▶ Record excerpts:
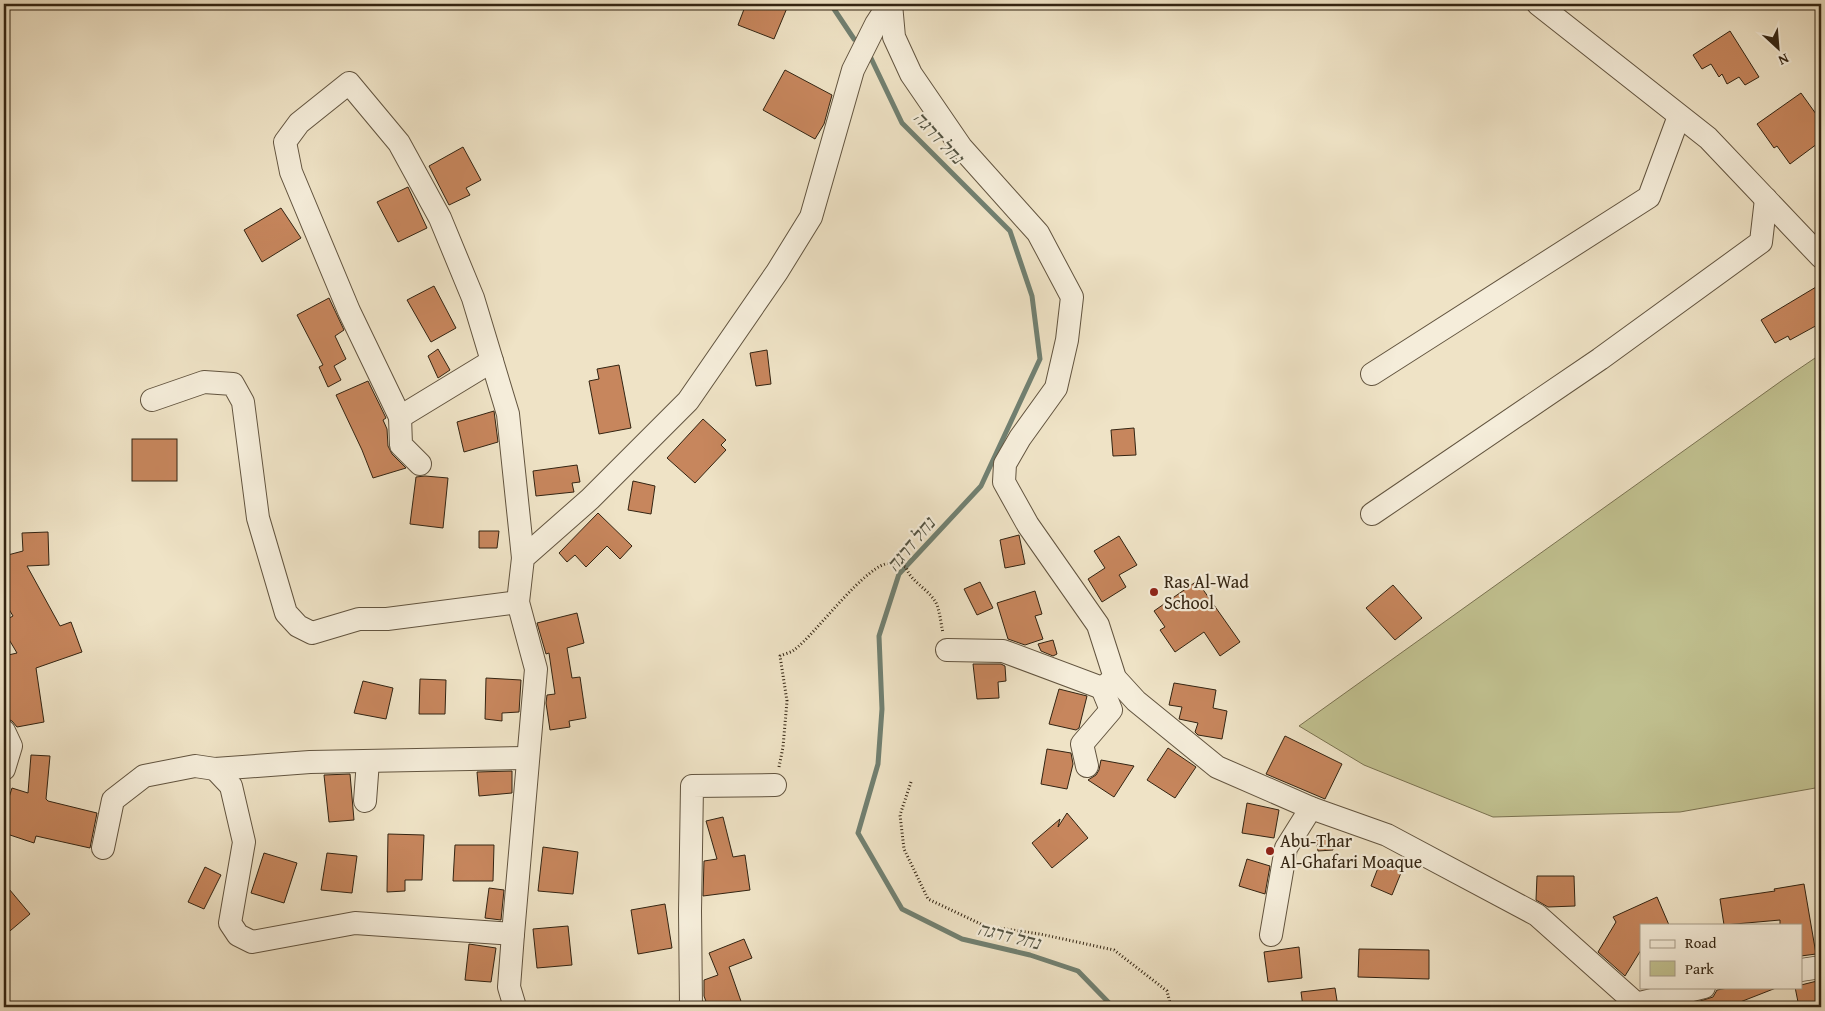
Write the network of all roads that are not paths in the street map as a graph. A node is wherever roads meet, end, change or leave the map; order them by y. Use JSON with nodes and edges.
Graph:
{"nodes":[{"id":1,"x":890,"y":4,"type":"edge"},
{"id":2,"x":1538,"y":4,"type":"edge"},
{"id":3,"x":1679,"y":116,"type":"junction"},
{"id":4,"x":1766,"y":199,"type":"junction"},
{"id":5,"x":1821,"y":257,"type":"edge"},
{"id":6,"x":492,"y":361,"type":"junction"},
{"id":7,"x":1372,"y":374,"type":"dead end"},
{"id":8,"x":152,"y":400,"type":"dead end"},
{"id":9,"x":400,"y":417,"type":"junction"},
{"id":10,"x":420,"y":464,"type":"dead end"},
{"id":11,"x":1372,"y":514,"type":"dead end"},
{"id":12,"x":523,"y":558,"type":"junction"},
{"id":13,"x":518,"y":602,"type":"junction"},
{"id":14,"x":947,"y":650,"type":"road end"},
{"id":15,"x":1109,"y":683,"type":"junction"},
{"id":16,"x":4,"y":731,"type":"edge"},
{"id":17,"x":528,"y":758,"type":"junction"},
{"id":18,"x":368,"y":761,"type":"junction"},
{"id":19,"x":1087,"y":766,"type":"dead end"},
{"id":20,"x":4,"y":768,"type":"edge"},
{"id":21,"x":214,"y":769,"type":"junction"},
{"id":22,"x":775,"y":785,"type":"road end"},
{"id":23,"x":365,"y":801,"type":"dead end"},
{"id":24,"x":1311,"y":808,"type":"junction"},
{"id":25,"x":103,"y":848,"type":"dead end"},
{"id":26,"x":513,"y":934,"type":"junction"},
{"id":27,"x":1271,"y":935,"type":"dead end"},
{"id":28,"x":1821,"y":967,"type":"edge"},
{"id":29,"x":1802,"y":970,"type":"edge"},
{"id":30,"x":1700,"y":988,"type":"edge"},
{"id":31,"x":1636,"y":1006,"type":"edge"},
{"id":32,"x":515,"y":1007,"type":"edge"},
{"id":33,"x":691,"y":1007,"type":"edge"}],
"edges":[{"from":1,"to":12,"type":"street"},
{"from":1,"to":15,"type":"street"},
{"from":2,"to":3,"type":"street"},
{"from":3,"to":4,"type":"street"},
{"from":3,"to":7,"type":"street"},
{"from":4,"to":5,"type":"street"},
{"from":4,"to":11,"type":"street"},
{"from":6,"to":9,"type":"street"},
{"from":6,"to":9,"type":"street"},
{"from":6,"to":12,"type":"street"},
{"from":8,"to":13,"type":"street"},
{"from":9,"to":10,"type":"street"},
{"from":12,"to":13,"type":"street"},
{"from":13,"to":17,"type":"street"},
{"from":14,"to":15,"type":"street"},
{"from":15,"to":19,"type":"street"},
{"from":15,"to":24,"type":"street"},
{"from":16,"to":20,"type":"street"},
{"from":17,"to":18,"type":"street"},
{"from":17,"to":26,"type":"street"},
{"from":18,"to":21,"type":"street"},
{"from":18,"to":23,"type":"street"},
{"from":21,"to":25,"type":"street"},
{"from":21,"to":26,"type":"street"},
{"from":22,"to":33,"type":"street"},
{"from":24,"to":27,"type":"street"},
{"from":24,"to":31,"type":"street"},
{"from":26,"to":32,"type":"street"},
{"from":28,"to":29,"type":"street"},
{"from":30,"to":31,"type":"street"}]}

▶ Problem requirements: Within the listing above, find every line containing the string "nodes" and return it.

▶ Response:
Write the network of all roads that are not paths in the street map as a graph. A node is wherever roads meet, end, change or leave the map; order them by y. Use JSON with nodes and edges.
{"nodes":[{"id":1,"x":890,"y":4,"type":"edge"},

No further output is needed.